Turkish Prime Minister Recep Tayyip Erdogan’s apparent political ambitions to become president with increased powers are not in the country’s interests because of his “dangerous intolerance of criticism,” The Economist’s European editor told a London audience on Tuesday.
The editor, John Peet, described Mr. Erdogan as possibly the most important Turk since the founder of the republic, Kemal Ataturk, but said his goal of creating a strong presidency, apparently with himself at the helm, are “somewhat worrying.”
He said Mr. Erdogan appeared determined to stay in power for a long time, hinting during the recent national election campaign that he hoped to be president in 2023, the 100th anniversary of the republic.
“His party and he have shown they are intolerant of criticism. They don’t like opposition,” Mr. Peet told a meeting of the Royal Institute of International Affairs. He noted that Turkey ranks 138th in the world in the international press freedom index. The Turkish Journalists Association says 58 journalists are in jail, more than in China.
Mr. Peet ranked constitutional reform as one of four principal challenges facing Turkey after Mr. Erdogan’s Justice and Development Party won last month’s elections, gaining 327 seats in the 500-member National Assembly. The other challenges are: keeping its fast-growing economy from overheating, finding an accommodation with the Kurdish minority and maintaining its foreign policy goal of zero problems with its neighbors.
The Economist has come under heavy criticism from Mr. Erdogan’s supporters because it endorsed the country’s main opposition party, the Republican People’s Party, in the recent election. Mr. Peet said he was surprised anyone in Turkey even noticed.
He noted that the Turkish economy has enjoyed “fantastic success” since the 2001 meltdown in which the government had to call in the International Monetary Fund. It now has the world’s 16th largest economy and could become one of the top 10, he said, moving from basket case to what he called the China of Europe.
But he said Turkey has a worryingly large current account deficit, the economy is overheating, unemployment remains just under 10 per cent and the country has been reluctant to embrace reforms in such areas as labor markets and minimum wages.
He acknowledged that the Constitution, a military-dictated document dating from 1982, needs updating but questioned Mr. Erdogan’s goal of a presidency based on the French model.
“The problem I have with Turkey is autocracy and intolerance of criticism,” he said. He noted that, after the election, Mr. Erdogan promised to work with the opposition on writing a new Constitution but has since become involved in controversy with opposition parties that refuse to take their parliamentary seats because some of their members have been jailed.
As for the Kurds, he suggested the government is better at conflict than conflict resolution. It has taken some helpful steps in appeasing the Kurds, he said, but Mr. Erdogan’s opposition to centralization is “worrying.”

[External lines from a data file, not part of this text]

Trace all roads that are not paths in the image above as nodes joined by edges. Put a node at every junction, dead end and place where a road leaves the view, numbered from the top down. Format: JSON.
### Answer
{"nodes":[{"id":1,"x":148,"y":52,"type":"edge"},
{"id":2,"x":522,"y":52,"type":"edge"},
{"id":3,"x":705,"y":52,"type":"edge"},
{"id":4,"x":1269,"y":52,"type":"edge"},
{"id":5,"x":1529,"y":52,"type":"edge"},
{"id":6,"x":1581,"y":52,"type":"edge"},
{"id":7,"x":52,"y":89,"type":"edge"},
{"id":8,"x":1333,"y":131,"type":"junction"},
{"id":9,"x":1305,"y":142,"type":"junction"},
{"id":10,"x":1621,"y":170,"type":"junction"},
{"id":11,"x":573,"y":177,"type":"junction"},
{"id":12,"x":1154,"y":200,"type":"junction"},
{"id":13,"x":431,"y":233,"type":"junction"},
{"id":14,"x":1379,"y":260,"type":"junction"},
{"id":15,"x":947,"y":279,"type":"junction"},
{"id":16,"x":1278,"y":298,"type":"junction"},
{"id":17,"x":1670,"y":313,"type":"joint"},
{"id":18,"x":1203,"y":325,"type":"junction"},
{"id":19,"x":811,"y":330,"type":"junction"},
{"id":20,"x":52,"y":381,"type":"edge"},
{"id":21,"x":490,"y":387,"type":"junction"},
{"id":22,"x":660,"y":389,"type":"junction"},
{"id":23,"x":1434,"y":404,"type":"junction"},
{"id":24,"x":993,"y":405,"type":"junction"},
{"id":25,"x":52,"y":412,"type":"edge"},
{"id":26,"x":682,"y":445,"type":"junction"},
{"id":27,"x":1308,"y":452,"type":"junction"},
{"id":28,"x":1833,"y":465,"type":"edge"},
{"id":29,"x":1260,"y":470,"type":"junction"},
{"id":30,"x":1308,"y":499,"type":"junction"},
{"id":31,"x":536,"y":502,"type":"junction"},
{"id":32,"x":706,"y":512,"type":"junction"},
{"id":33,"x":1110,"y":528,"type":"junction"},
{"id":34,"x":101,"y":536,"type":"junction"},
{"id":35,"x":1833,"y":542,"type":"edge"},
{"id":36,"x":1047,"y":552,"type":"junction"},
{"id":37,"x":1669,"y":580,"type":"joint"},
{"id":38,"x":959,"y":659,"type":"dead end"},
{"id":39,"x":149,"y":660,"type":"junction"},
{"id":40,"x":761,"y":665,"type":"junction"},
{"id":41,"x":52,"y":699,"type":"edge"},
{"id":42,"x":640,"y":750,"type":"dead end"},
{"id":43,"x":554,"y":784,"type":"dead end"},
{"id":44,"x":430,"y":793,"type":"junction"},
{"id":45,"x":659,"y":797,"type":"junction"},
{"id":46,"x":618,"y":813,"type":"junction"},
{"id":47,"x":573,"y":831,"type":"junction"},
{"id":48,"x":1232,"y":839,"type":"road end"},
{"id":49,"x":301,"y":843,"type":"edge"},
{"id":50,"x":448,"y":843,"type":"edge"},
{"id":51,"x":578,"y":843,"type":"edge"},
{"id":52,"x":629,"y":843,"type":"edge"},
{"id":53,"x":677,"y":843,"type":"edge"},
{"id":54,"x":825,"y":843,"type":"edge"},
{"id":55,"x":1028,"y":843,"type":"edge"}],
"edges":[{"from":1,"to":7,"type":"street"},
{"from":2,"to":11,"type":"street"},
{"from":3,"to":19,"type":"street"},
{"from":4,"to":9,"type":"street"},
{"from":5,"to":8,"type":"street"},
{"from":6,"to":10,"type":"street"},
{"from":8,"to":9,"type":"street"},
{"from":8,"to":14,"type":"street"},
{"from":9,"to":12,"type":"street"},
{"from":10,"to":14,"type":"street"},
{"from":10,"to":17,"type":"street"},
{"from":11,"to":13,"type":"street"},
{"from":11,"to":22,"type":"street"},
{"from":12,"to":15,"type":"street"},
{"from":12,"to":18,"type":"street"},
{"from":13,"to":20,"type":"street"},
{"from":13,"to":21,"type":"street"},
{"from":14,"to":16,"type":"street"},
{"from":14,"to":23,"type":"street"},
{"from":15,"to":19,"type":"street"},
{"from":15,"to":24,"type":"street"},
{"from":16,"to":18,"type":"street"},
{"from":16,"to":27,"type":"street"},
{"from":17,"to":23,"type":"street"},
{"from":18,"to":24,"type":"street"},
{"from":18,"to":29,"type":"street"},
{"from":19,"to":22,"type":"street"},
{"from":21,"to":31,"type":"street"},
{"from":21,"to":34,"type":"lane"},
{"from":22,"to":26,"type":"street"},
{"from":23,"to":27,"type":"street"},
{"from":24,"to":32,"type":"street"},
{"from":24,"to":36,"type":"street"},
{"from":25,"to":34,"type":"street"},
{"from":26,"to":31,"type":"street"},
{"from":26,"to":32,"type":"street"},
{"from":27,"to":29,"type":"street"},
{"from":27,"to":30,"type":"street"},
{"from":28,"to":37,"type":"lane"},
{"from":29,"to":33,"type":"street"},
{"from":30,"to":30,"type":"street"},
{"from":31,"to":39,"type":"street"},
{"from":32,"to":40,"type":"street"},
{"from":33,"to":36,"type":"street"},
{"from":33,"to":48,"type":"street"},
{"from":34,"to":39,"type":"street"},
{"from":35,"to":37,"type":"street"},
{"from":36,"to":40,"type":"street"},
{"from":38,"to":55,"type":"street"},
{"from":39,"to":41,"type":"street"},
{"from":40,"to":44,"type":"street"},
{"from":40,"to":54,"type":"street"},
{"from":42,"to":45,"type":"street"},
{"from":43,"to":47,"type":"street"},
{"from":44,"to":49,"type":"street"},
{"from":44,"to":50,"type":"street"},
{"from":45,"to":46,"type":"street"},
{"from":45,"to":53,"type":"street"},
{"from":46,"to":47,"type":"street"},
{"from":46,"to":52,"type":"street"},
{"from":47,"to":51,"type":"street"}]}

Mr. Peet was largely complimentary of Turkey’s performance in foreign policy. After initial hesitation about how to deal with the Arab spring, he said, the Turks have recognized that the Arab world needs political change. “They are doing some good in Syria and other countries in the region,” he said.

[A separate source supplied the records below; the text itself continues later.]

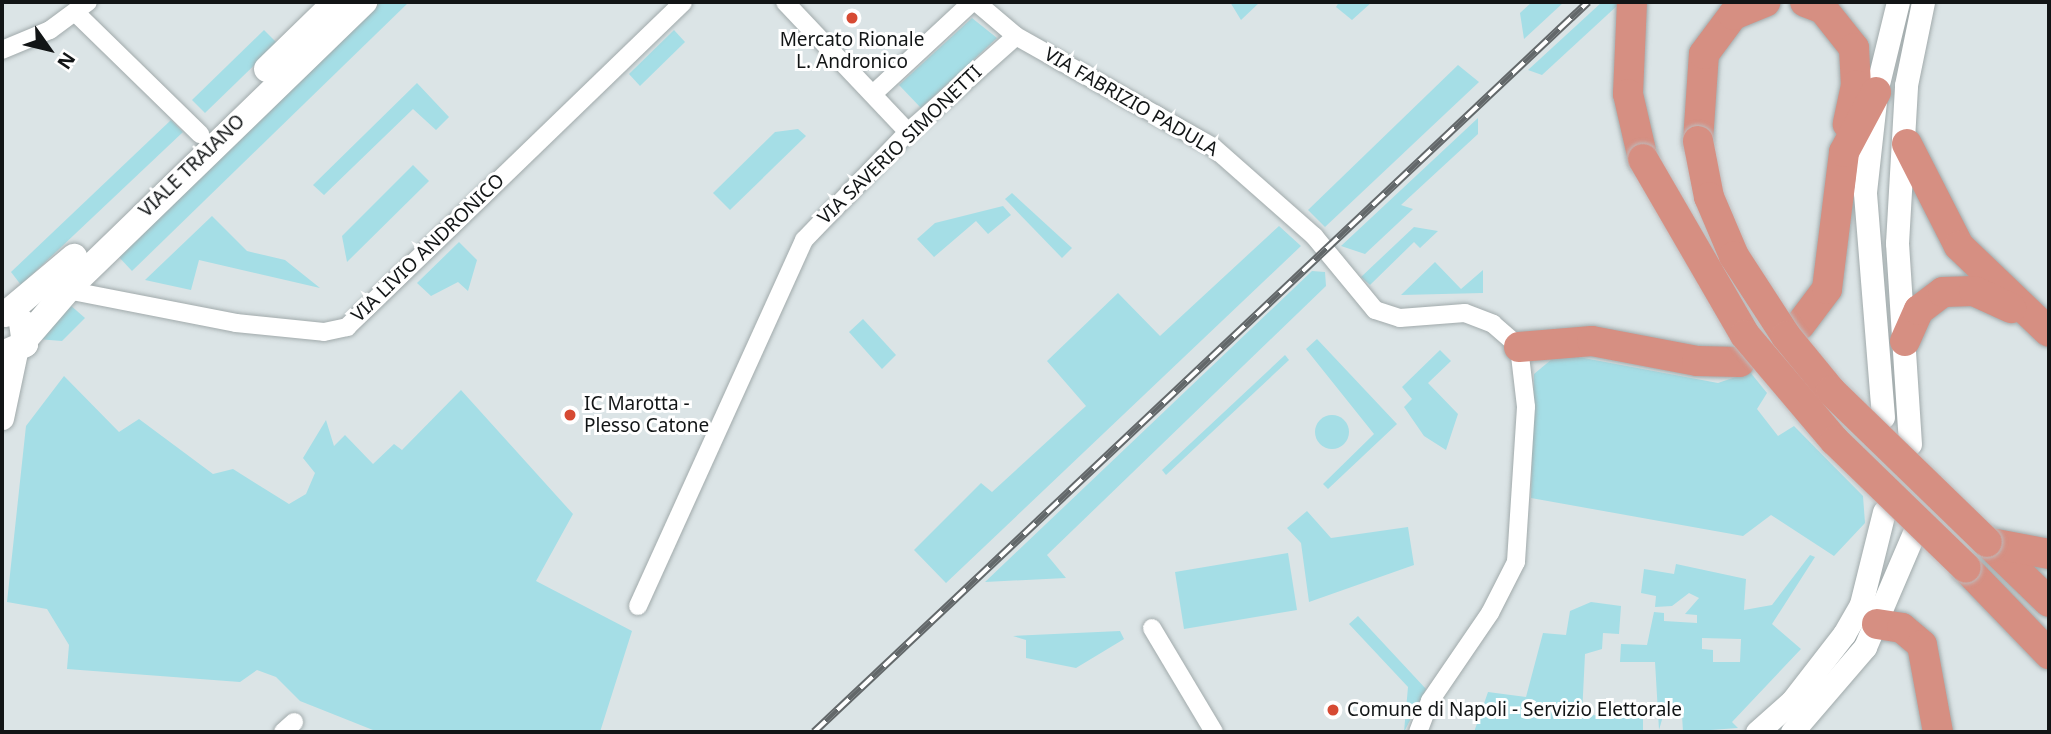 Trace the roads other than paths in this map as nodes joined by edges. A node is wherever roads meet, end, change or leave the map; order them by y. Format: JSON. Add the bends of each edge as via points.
{"nodes":[{"id":1,"x":336,"y":2,"type":"edge"},
{"id":2,"x":363,"y":2,"type":"edge"},
{"id":3,"x":683,"y":2,"type":"edge"},
{"id":4,"x":785,"y":2,"type":"edge"},
{"id":5,"x":974,"y":2,"type":"edge"},
{"id":6,"x":1632,"y":2,"type":"edge"},
{"id":7,"x":1765,"y":2,"type":"edge"},
{"id":8,"x":1805,"y":2,"type":"edge"},
{"id":9,"x":1898,"y":2,"type":"edge"},
{"id":10,"x":1923,"y":2,"type":"edge"},
{"id":11,"x":83,"y":8,"type":"edge"},
{"id":12,"x":1016,"y":36,"type":"junction"},
{"id":13,"x":2,"y":50,"type":"edge"},
{"id":14,"x":1876,"y":92,"type":"junction"},
{"id":15,"x":873,"y":94,"type":"junction"},
{"id":16,"x":908,"y":132,"type":"junction"},
{"id":17,"x":206,"y":140,"type":"junction"},
{"id":18,"x":1907,"y":144,"type":"junction"},
{"id":19,"x":1844,"y":152,"type":"junction"},
{"id":20,"x":67,"y":290,"type":"junction"},
{"id":21,"x":4,"y":314,"type":"edge"},
{"id":22,"x":1800,"y":325,"type":"dead end"},
{"id":23,"x":2047,"y":329,"type":"edge"},
{"id":24,"x":1905,"y":341,"type":"junction"},
{"id":25,"x":1519,"y":347,"type":"junction"},
{"id":26,"x":15,"y":348,"type":"edge"},
{"id":27,"x":1740,"y":362,"type":"dead end"},
{"id":28,"x":2,"y":400,"type":"edge"},
{"id":29,"x":1883,"y":417,"type":"dead end"},
{"id":30,"x":1910,"y":444,"type":"dead end"},
{"id":31,"x":1884,"y":512,"type":"dead end"},
{"id":32,"x":1913,"y":535,"type":"dead end"},
{"id":33,"x":1987,"y":542,"type":"junction"},
{"id":34,"x":2049,"y":554,"type":"edge"},
{"id":35,"x":2049,"y":602,"type":"edge"},
{"id":36,"x":638,"y":606,"type":"dead end"},
{"id":37,"x":1877,"y":625,"type":"junction"},
{"id":38,"x":1152,"y":628,"type":"dead end"},
{"id":39,"x":2049,"y":654,"type":"edge"},
{"id":40,"x":1214,"y":732,"type":"edge"},
{"id":41,"x":1418,"y":732,"type":"edge"},
{"id":42,"x":1757,"y":732,"type":"edge"},
{"id":43,"x":1792,"y":732,"type":"edge"},
{"id":44,"x":1938,"y":732,"type":"edge"}],
"edges":[{"from":1,"to":17,"type":"main road","name":"VIALE TRAIANO"},
{"from":2,"to":17,"type":"main road","name":"VIALE TRAIANO"},
{"from":3,"to":20,"type":"street","name":"VIA LIVIO ANDRONICO","via":[[347,327],[324,332],[236,323]]},
{"from":4,"to":15,"type":"street"},
{"from":5,"to":12,"type":"street","name":"VIA FABRIZIO PADULA"},
{"from":5,"to":15,"type":"street"},
{"from":6,"to":39,"type":"highway","bridge":true,"via":[[1628,94],[1643,159],[1745,335],[1835,441]]},
{"from":7,"to":33,"type":"highway","bridge":true,"via":[[1733,15],[1704,54],[1698,141],[1709,197],[1734,256],[1786,336],[1831,391]]},
{"from":8,"to":19,"type":"highway","via":[[1836,22],[1854,48],[1857,67]]},
{"from":9,"to":14,"type":"street"},
{"from":10,"to":18,"type":"street","via":[[1906,85]]},
{"from":11,"to":13,"type":"street"},
{"from":11,"to":17,"type":"street"},
{"from":12,"to":16,"type":"street","name":"VIA SAVERIO SIMONETTI"},
{"from":12,"to":25,"type":"street","name":"VIA FABRIZIO PADULA","via":[[1213,147],[1314,236],[1376,310],[1400,318],[1465,313],[1493,324]]},
{"from":14,"to":19,"type":"highway"},
{"from":14,"to":29,"type":"street","via":[[1865,236]]},
{"from":15,"to":16,"type":"street"},
{"from":16,"to":36,"type":"street","name":"VIA SAVERIO SIMONETTI","via":[[804,240]]},
{"from":17,"to":20,"type":"main road","name":"VIALE TRAIANO"},
{"from":17,"to":21,"type":"main road","name":"VIALE TRAIANO","via":[[36,295]]},
{"from":18,"to":23,"type":"highway","via":[[1959,246]]},
{"from":18,"to":24,"type":"street","via":[[1897,243]]},
{"from":19,"to":22,"type":"highway","via":[[1833,268],[1823,299]]},
{"from":20,"to":26,"type":"main road","name":"VIALE TRAIANO"},
{"from":21,"to":26,"type":"main road","via":[[20,319]]},
{"from":23,"to":24,"type":"highway","via":[[1988,296],[1959,290],[1931,299]]},
{"from":24,"to":30,"type":"street"},
{"from":25,"to":27,"type":"highway","via":[[1592,341],[1697,361]]},
{"from":25,"to":41,"type":"street","via":[[1526,407],[1516,562],[1490,614],[1430,701]]},
{"from":26,"to":28,"type":"street"},
{"from":31,"to":42,"type":"street","via":[[1864,593],[1844,634],[1792,701]]},
{"from":32,"to":37,"type":"street"},
{"from":33,"to":34,"type":"highway"},
{"from":33,"to":35,"type":"highway"},
{"from":37,"to":43,"type":"street","via":[[1844,677]]},
{"from":37,"to":44,"type":"highway","via":[[1902,628],[1922,645]]},
{"from":38,"to":40,"type":"street"}]}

The Turkish government’s traditional friendly relations with Israel soured after Israeli commandos stormed ships in the so-called Gaza Freedom Flotilla in 2010 and killed nine activists aboard the ship Marmara. Earlier, at the time of the Israeli attack on Gaza in 2008-09, Turkey was involved as an interlocutor between Israel and Syria, yet Israel gave the Turks no warning of the Gaza invasion.
Mr. Peet said that caused deep resentment in Turkey, but its current hostility to Israel has made its relations with the European Union more difficult.

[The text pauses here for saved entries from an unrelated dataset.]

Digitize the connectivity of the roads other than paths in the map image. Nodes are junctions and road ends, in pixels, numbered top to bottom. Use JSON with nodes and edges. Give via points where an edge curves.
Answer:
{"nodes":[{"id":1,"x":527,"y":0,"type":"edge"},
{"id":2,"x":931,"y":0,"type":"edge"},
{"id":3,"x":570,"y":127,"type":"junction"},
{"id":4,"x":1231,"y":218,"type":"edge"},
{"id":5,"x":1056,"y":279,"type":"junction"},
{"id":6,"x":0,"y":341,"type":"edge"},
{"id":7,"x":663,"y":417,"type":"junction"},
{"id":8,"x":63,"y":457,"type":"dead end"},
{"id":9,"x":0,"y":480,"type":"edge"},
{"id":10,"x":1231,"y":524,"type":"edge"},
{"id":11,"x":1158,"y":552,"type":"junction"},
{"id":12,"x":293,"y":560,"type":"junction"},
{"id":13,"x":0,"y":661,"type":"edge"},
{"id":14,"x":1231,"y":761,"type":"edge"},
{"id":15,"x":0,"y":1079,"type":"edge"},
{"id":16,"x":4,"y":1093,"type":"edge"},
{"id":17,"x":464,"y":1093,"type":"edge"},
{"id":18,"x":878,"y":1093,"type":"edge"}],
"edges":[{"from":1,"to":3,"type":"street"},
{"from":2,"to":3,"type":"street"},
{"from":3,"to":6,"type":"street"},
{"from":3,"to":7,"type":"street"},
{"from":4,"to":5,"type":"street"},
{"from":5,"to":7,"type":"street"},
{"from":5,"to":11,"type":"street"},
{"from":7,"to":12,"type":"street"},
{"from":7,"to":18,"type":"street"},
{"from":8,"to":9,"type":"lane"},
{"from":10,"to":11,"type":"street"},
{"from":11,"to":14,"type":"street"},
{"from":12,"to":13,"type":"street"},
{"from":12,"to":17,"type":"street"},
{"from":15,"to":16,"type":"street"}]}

Turkey and Israel will never go back to their relationship of 10 years ago, he said, but it would be helpful if Turkey could play a mediating role between Israel and its Arab neighbors.
He said Turks recognize that their future is with the European Union, but their country’s prospects of joining the EU look “pretty remote” because of opposition from French President Nicolas Sarkozy and some other EU leaders. He expressed hope that Mr. Sarkozy would be toppled in French elections next year.
Turkey’s EU prospects might be improved by movement in resolving the Cyprus impasse, he said, but noted there is little sign of concessions by either Greek Cypriots or Turkish Cypriots. The United Nations may be tempted to give up trying to resolve the conflict, he said.